The Average Gamer

Hands-on with Ryse: Son of Rome

Ryse Marius Headshot
In an early section of Ryse, I, Marius Titus, Son of Rome, had to escort my father to safety as our compound was sacked by barbarian invaders. We raced through the hallways and atria, slashing and stabbing through the hordes. Eventually we came to a raised 20-foot drawbridge beside half a dozen docked rowboats.

“You must lower the drawbridge, my son” said my father, and so I backtracked through the corridors and found my away along a raised platform that ran next to the bridge but some 10 feet above it. I crossed the river to get a clear shot at the rope that held the bridge up and neatly severed it with a well-placed pilum.

“Well done!” my father shouted as he ran past the rowboats and across the short bridge. I carried on along my platform, slipping through the barricade by pushing a cart out of the way and was reunited with my father at the far end of the passage.

Why didn’t my father and I both just climb through the barricade instead of waiting at the exposed drawbridge? Why didn’t we take the boat? What was the point of this whole scene?

I have no idea. Ryse is that sort of game. You run around, follow orders and try not to think too hard about the absurdity of it all.

I spent roughly an hour playing the first few chapters at a recent Xbox showcase and have come to the conclusion that Ryse is a game designed for looking at, not for playing. It’s absolutely beautiful and very showy. Firing ballistae into a crowd is a great early setpiece and flinging a pilum through your enemies is a handy way to take out archers from a distance. The Roman architecture towers above you, the fires from the barrels of oil burn brightly as you set wooden platforms aflame and the executions are brutal in their bloody details.

And yet, I think the game suffers from the law of diminishing returns. The first few times you do them, each finisher move is shockingly satisfying in its gore. You’ll whirl from enemy to enemy, beating down shields, slicing off limbs and slitting throats. As you earn XP, you can spend it on new ways to dismember and slay. You’ll need them because in only an hour I’m sure I executed close to a hundred people.

Too Much of a Good Thing

This is because executions are used by the “perks” system, which lets you heal, gain extra focus (to trigger slow-mo combat for tricky encounters), receive a damage bonus or boost your xp.

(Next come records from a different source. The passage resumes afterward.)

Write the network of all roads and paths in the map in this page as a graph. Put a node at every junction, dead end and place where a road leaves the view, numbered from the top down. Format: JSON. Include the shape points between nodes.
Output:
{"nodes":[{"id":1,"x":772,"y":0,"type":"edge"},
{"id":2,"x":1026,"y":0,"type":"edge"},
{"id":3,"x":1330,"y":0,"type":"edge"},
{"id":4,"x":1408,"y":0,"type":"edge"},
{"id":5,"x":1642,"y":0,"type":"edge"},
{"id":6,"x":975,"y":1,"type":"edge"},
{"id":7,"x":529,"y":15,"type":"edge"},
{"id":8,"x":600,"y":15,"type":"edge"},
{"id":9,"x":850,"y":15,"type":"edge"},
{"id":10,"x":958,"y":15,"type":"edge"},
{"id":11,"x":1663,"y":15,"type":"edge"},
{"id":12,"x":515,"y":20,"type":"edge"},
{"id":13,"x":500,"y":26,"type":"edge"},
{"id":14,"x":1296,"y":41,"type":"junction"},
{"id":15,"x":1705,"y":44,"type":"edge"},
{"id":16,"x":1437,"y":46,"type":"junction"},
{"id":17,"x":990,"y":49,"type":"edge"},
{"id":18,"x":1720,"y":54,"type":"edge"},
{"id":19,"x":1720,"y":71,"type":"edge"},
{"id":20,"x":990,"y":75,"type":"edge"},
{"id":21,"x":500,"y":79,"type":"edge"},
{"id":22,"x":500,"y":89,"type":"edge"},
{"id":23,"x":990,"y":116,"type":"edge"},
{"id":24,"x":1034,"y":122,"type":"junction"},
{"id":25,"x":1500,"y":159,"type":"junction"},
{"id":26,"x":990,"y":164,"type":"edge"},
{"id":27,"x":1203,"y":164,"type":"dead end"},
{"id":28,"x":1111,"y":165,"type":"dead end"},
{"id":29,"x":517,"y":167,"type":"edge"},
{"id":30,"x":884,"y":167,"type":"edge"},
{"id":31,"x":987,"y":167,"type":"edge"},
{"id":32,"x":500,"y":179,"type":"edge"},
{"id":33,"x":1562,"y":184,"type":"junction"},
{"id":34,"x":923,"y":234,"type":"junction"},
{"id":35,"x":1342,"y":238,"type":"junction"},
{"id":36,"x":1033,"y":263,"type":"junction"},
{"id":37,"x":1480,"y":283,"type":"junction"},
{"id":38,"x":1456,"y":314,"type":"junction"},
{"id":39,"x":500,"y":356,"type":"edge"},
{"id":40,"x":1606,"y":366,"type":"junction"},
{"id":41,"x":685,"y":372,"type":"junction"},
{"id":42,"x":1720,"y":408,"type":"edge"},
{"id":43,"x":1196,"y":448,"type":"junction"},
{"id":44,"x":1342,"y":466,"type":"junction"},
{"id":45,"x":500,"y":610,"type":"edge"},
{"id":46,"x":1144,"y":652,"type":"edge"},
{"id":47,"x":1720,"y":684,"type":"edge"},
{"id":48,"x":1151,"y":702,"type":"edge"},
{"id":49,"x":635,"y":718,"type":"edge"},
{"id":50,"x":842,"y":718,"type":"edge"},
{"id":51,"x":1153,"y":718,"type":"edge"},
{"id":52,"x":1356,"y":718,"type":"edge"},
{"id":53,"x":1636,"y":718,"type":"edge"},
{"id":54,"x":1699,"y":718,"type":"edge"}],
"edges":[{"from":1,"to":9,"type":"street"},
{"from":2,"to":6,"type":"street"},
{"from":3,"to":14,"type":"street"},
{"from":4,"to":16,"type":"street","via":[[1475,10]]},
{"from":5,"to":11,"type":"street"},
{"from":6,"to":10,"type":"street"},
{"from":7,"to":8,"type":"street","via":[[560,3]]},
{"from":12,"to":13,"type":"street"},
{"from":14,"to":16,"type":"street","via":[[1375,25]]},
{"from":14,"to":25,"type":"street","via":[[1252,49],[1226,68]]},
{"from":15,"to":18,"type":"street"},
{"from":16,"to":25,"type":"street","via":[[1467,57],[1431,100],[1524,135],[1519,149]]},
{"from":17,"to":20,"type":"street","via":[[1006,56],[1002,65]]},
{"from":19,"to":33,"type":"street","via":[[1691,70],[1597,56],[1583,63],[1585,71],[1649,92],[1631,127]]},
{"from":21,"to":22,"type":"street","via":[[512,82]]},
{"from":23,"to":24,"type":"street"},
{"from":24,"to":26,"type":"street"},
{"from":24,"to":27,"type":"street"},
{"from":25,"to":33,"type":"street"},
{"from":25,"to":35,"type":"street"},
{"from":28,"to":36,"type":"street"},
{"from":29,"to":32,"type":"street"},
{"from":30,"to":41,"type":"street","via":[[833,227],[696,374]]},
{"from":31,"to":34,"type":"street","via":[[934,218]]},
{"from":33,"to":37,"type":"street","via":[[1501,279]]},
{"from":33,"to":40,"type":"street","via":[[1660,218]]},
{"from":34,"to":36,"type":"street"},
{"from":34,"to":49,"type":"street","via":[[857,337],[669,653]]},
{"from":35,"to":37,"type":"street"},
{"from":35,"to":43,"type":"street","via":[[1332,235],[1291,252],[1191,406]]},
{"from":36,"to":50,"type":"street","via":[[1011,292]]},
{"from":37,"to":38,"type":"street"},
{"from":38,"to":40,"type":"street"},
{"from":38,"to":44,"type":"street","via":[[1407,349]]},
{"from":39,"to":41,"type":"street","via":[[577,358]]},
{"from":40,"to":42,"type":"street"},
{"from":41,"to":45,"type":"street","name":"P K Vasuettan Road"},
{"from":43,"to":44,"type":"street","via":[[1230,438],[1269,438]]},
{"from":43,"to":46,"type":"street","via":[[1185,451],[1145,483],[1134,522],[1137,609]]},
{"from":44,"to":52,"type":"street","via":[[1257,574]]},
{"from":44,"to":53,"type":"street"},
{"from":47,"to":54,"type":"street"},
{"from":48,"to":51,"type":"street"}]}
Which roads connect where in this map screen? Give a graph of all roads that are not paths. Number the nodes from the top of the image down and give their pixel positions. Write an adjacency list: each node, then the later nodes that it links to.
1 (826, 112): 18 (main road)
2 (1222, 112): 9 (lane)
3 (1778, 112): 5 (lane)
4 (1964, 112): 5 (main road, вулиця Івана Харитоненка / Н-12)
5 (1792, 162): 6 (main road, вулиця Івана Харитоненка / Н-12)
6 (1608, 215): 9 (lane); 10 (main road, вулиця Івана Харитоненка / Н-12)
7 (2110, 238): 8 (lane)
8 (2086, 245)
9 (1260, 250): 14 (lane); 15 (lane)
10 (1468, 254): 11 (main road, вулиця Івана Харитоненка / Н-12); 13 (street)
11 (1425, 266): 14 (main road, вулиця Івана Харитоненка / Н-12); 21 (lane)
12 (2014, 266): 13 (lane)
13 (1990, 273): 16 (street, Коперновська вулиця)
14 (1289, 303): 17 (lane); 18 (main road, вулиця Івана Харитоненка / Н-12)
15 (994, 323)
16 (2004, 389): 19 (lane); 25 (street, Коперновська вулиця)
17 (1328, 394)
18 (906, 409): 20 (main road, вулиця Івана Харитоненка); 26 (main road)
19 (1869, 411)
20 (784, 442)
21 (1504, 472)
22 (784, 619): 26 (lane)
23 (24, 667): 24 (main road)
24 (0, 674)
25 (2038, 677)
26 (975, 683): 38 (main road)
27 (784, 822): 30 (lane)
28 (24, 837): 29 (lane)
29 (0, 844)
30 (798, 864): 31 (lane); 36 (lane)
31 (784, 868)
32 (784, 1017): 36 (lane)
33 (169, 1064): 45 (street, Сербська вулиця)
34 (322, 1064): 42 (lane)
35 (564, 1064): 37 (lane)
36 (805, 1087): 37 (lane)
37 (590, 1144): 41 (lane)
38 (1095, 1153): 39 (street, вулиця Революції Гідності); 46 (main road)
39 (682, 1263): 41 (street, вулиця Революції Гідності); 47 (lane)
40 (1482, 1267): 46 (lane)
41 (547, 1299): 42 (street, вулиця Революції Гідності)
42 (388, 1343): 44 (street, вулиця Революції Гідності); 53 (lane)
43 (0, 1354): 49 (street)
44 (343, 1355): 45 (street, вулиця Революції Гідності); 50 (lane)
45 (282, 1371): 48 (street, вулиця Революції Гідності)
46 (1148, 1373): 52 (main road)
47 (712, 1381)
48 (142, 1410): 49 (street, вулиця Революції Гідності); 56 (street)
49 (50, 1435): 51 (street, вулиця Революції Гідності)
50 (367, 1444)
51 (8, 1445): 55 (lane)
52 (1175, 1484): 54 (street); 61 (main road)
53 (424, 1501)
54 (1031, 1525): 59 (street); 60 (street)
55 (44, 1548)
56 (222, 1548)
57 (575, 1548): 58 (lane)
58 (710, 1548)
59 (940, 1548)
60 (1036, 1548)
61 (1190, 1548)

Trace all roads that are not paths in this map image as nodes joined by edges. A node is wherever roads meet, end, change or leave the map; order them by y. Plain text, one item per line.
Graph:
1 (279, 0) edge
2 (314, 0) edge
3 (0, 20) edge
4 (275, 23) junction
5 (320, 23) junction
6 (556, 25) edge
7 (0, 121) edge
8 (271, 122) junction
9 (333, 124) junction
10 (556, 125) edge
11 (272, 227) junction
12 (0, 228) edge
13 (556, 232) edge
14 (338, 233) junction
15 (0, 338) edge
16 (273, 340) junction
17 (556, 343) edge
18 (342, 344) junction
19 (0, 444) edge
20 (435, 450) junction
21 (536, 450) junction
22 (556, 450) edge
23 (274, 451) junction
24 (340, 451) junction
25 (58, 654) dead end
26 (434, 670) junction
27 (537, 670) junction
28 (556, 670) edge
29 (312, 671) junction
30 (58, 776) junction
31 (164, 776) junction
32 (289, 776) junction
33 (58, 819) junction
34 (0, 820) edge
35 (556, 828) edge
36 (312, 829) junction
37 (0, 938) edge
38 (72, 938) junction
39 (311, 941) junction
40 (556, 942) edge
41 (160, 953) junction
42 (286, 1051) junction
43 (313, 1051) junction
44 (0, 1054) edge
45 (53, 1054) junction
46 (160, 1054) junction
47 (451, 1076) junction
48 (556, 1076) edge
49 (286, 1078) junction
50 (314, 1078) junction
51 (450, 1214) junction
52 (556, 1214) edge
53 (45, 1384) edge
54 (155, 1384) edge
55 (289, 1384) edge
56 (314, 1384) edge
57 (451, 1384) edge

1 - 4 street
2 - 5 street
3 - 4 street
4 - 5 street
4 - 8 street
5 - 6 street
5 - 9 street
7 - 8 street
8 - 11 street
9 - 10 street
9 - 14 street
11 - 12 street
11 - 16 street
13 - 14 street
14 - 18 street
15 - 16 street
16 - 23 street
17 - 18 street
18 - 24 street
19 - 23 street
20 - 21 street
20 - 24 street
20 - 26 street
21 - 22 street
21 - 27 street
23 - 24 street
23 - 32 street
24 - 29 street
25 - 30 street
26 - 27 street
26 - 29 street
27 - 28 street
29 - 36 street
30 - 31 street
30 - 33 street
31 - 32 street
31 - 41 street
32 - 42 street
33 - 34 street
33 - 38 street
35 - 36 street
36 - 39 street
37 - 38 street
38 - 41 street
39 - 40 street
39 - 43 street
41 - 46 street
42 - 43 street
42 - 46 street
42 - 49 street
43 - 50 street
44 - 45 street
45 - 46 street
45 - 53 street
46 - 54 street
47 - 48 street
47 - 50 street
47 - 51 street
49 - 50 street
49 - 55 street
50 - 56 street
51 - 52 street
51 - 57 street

Using the D-pad, you switch between each of these four modes and every time you perform an execution you earn some of whichever perk is active at the time. This is the only way to heal so no matter how quickly you want to churn through a section, you’ll need to keep executing people.

Ryse Nero PalaceThe problem comes with the speed of executions. You may remember that Ryse debuted with QTE prompts everywhere. Those hovering letters have been removed but the mechanic remains in the form of a glowing sheen over your doomed opponent. It’s still a QTE which means that you still need to wait for the prompt before finishing off the hapless enemy. Since the main combat is all about fast combos and quickly reacting to your attackers, these slow finishers break the sense of flow in favour of gore porn.

And thus, the gore porn ceases to be a satisfying reward and becomes more of a necessary slog. You’ll succeed at the kill no matter how badly you screw up the QTE because according to Kotaku, Crytek “don’t want the player to feel frustrated.” Instead, your proficiency at reacting to a coloured haze is rated on a scale from Recruit to Legendary, earning you a lesser or greater amount of XP accordingly.

Crytek have tried to address the repetition of executions, so there’s actually a huge range of finishers. Each of your four perks has six single executions and six double executions to unlock, as well as a series of back-facing kills and “world executions”, which I presume are kills using the environment. Still, after the first few dozen everything starts to blur into a haze of severed limbs and slit throats.

Ryse Vitallion ShieldIt’s a shame because the normal combat is actually quite satisfying, in a simple sort of way. You need to pay careful attention to all your opponents in order to time your defence and Marius can spin on a dime to block incoming attacks. Certain enemies need to be barged with a shield before you can damage them, others must be dodged rather than blocked and you’ll often find yourself surrounded by a variety, keeping you on your toes. Marius is less good at the dodging however, and more than a few times I was crushed by a heavy blow because my dodge was stuck behind a previously queued attack.

There are plenty of times when you’re not in combat as well. These periods are either epic set-pieces like the aforementioned ballista defence, or they’re extremely dull. At the start of chapter 5 I needed to hunt down a wicker man in a forest. My band of Roman troops and I walked through the forest. We walked some more. Sometimes we jogged. But mostly, we walked around in the dark until, eventually, combat happened. In this chapter I fought jungle savages instead of invading barbarians, yet it all felt very much the same. Block, counter-attack, hit, hit, execute. Repetitia ad nauseam.

If you had the freedom to chose your own executions, this could actually be quite fun. Instead of being a test of your reactions, executions would be a proactive decision to kill this way or that. You’d be able to engage in the combat rather than waiting to be told what to do. It’s a small thing but the sense of agency would change everything.

That’s not this game. I wish it was.